### Exercise description:
Would you copy the entries that follow exactly, leaving out every picture?
╭─ Records supplied
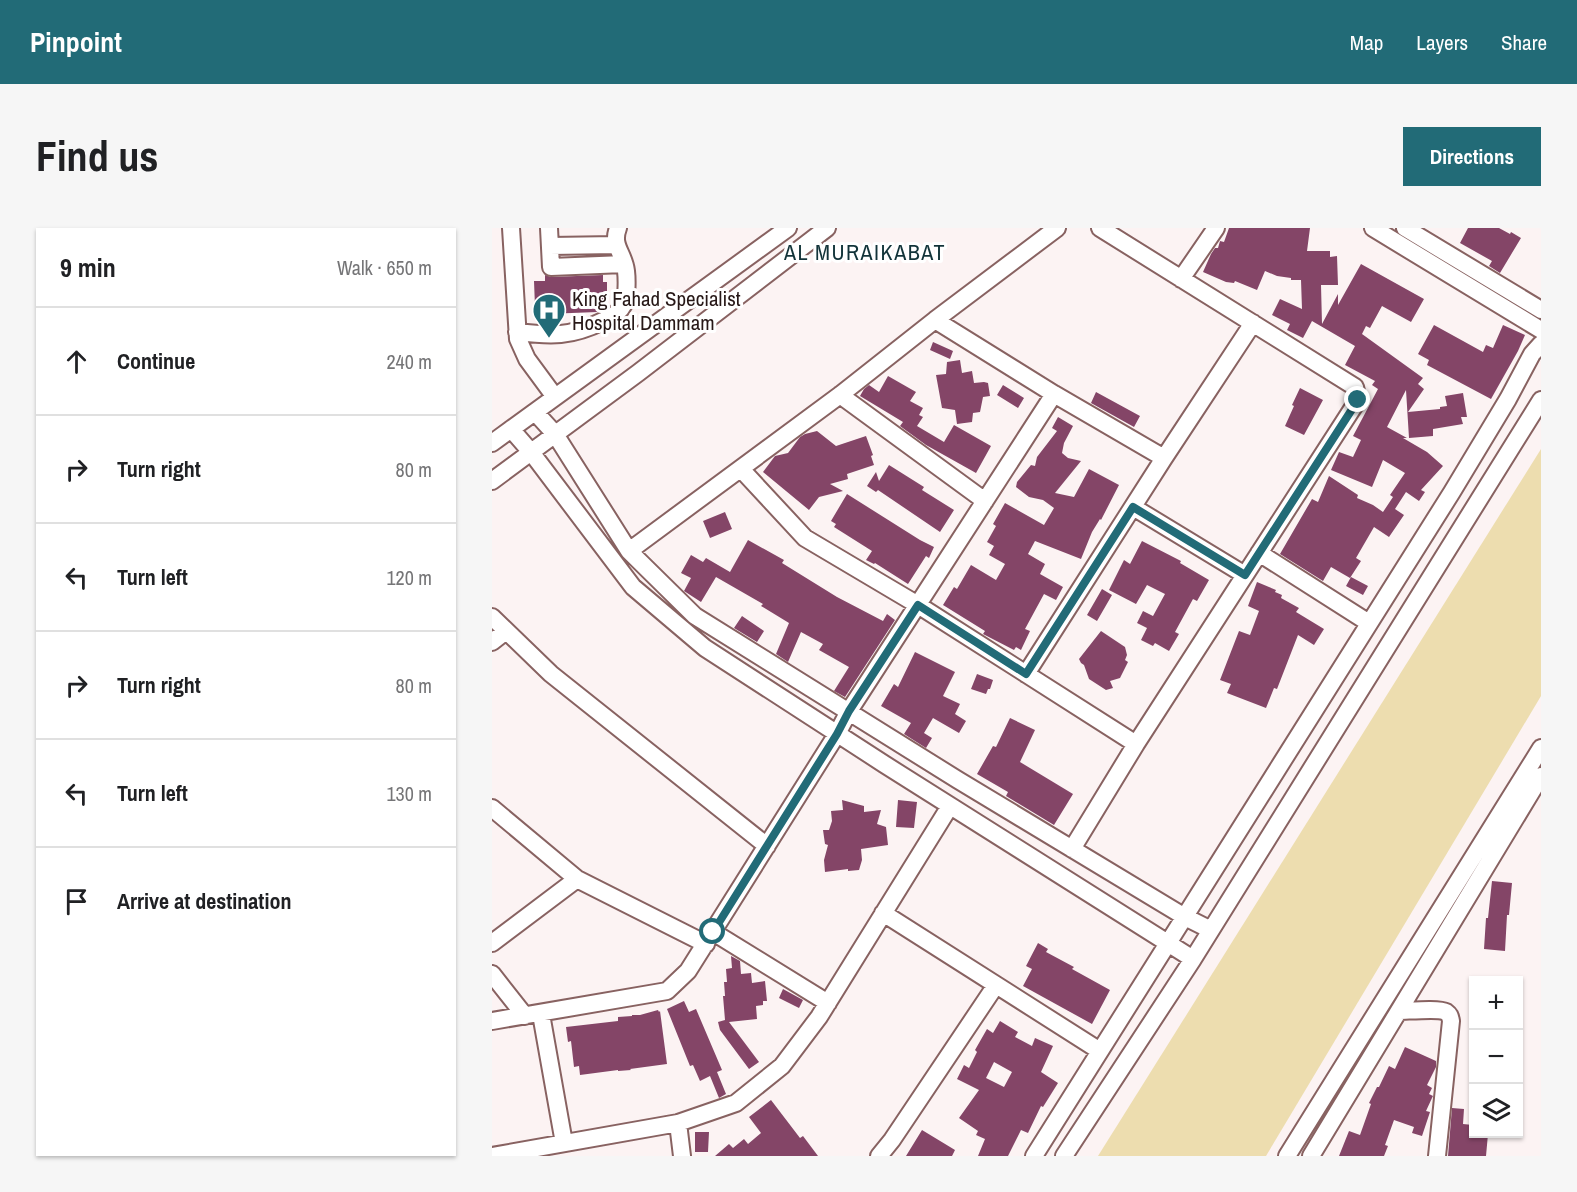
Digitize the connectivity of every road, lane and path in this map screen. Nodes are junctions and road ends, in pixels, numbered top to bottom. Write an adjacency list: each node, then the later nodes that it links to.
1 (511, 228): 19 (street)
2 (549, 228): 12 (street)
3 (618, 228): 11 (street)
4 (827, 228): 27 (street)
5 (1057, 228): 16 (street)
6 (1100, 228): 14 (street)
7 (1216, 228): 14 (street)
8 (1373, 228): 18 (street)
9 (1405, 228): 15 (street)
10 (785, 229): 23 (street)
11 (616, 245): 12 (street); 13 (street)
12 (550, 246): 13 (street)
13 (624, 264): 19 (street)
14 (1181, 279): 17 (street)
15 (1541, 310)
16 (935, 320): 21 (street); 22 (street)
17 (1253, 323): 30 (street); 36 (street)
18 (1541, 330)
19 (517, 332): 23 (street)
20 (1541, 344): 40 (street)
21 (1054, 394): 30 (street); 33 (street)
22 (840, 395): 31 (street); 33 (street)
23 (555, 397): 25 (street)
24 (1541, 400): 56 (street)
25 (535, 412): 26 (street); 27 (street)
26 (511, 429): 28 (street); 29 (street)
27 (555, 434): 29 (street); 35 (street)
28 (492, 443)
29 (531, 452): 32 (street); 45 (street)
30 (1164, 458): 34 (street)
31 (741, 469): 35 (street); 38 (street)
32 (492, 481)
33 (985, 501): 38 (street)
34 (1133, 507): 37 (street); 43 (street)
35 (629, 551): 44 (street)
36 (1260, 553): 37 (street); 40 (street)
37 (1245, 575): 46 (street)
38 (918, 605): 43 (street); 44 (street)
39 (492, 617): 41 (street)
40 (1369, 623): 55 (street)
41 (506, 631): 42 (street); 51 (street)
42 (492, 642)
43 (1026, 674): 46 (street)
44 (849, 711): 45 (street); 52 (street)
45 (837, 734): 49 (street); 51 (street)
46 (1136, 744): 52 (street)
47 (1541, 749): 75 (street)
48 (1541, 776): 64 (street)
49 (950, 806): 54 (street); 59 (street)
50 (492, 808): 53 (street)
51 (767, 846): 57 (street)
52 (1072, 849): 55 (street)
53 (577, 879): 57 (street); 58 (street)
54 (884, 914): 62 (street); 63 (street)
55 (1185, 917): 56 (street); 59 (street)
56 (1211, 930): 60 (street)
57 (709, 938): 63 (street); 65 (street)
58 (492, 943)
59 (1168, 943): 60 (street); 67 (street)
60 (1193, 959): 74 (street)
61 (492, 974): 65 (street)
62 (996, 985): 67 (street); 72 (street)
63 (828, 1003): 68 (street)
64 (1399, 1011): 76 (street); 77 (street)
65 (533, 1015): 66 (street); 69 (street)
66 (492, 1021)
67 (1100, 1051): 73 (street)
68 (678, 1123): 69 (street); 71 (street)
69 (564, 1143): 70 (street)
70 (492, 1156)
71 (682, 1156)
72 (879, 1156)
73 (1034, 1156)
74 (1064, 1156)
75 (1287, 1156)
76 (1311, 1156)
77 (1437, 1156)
╰─
### Exercise output:
Digitize the connectivity of every road, lane and path in this map screen. Nodes are junctions and road ends, in pixels, numbered top to bottom. Write an adjacency list: each node, then the later nodes that it links to.
1 (511, 228): 19 (street)
2 (549, 228): 12 (street)
3 (618, 228): 11 (street)
4 (827, 228): 27 (street)
5 (1057, 228): 16 (street)
6 (1100, 228): 14 (street)
7 (1216, 228): 14 (street)
8 (1373, 228): 18 (street)
9 (1405, 228): 15 (street)
10 (785, 229): 23 (street)
11 (616, 245): 12 (street); 13 (street)
12 (550, 246): 13 (street)
13 (624, 264): 19 (street)
14 (1181, 279): 17 (street)
15 (1541, 310)
16 (935, 320): 21 (street); 22 (street)
17 (1253, 323): 30 (street); 36 (street)
18 (1541, 330)
19 (517, 332): 23 (street)
20 (1541, 344): 40 (street)
21 (1054, 394): 30 (street); 33 (street)
22 (840, 395): 31 (street); 33 (street)
23 (555, 397): 25 (street)
24 (1541, 400): 56 (street)
25 (535, 412): 26 (street); 27 (street)
26 (511, 429): 28 (street); 29 (street)
27 (555, 434): 29 (street); 35 (street)
28 (492, 443)
29 (531, 452): 32 (street); 45 (street)
30 (1164, 458): 34 (street)
31 (741, 469): 35 (street); 38 (street)
32 (492, 481)
33 (985, 501): 38 (street)
34 (1133, 507): 37 (street); 43 (street)
35 (629, 551): 44 (street)
36 (1260, 553): 37 (street); 40 (street)
37 (1245, 575): 46 (street)
38 (918, 605): 43 (street); 44 (street)
39 (492, 617): 41 (street)
40 (1369, 623): 55 (street)
41 (506, 631): 42 (street); 51 (street)
42 (492, 642)
43 (1026, 674): 46 (street)
44 (849, 711): 45 (street); 52 (street)
45 (837, 734): 49 (street); 51 (street)
46 (1136, 744): 52 (street)
47 (1541, 749): 75 (street)
48 (1541, 776): 64 (street)
49 (950, 806): 54 (street); 59 (street)
50 (492, 808): 53 (street)
51 (767, 846): 57 (street)
52 (1072, 849): 55 (street)
53 (577, 879): 57 (street); 58 (street)
54 (884, 914): 62 (street); 63 (street)
55 (1185, 917): 56 (street); 59 (street)
56 (1211, 930): 60 (street)
57 (709, 938): 63 (street); 65 (street)
58 (492, 943)
59 (1168, 943): 60 (street); 67 (street)
60 (1193, 959): 74 (street)
61 (492, 974): 65 (street)
62 (996, 985): 67 (street); 72 (street)
63 (828, 1003): 68 (street)
64 (1399, 1011): 76 (street); 77 (street)
65 (533, 1015): 66 (street); 69 (street)
66 (492, 1021)
67 (1100, 1051): 73 (street)
68 (678, 1123): 69 (street); 71 (street)
69 (564, 1143): 70 (street)
70 (492, 1156)
71 (682, 1156)
72 (879, 1156)
73 (1034, 1156)
74 (1064, 1156)
75 (1287, 1156)
76 (1311, 1156)
77 (1437, 1156)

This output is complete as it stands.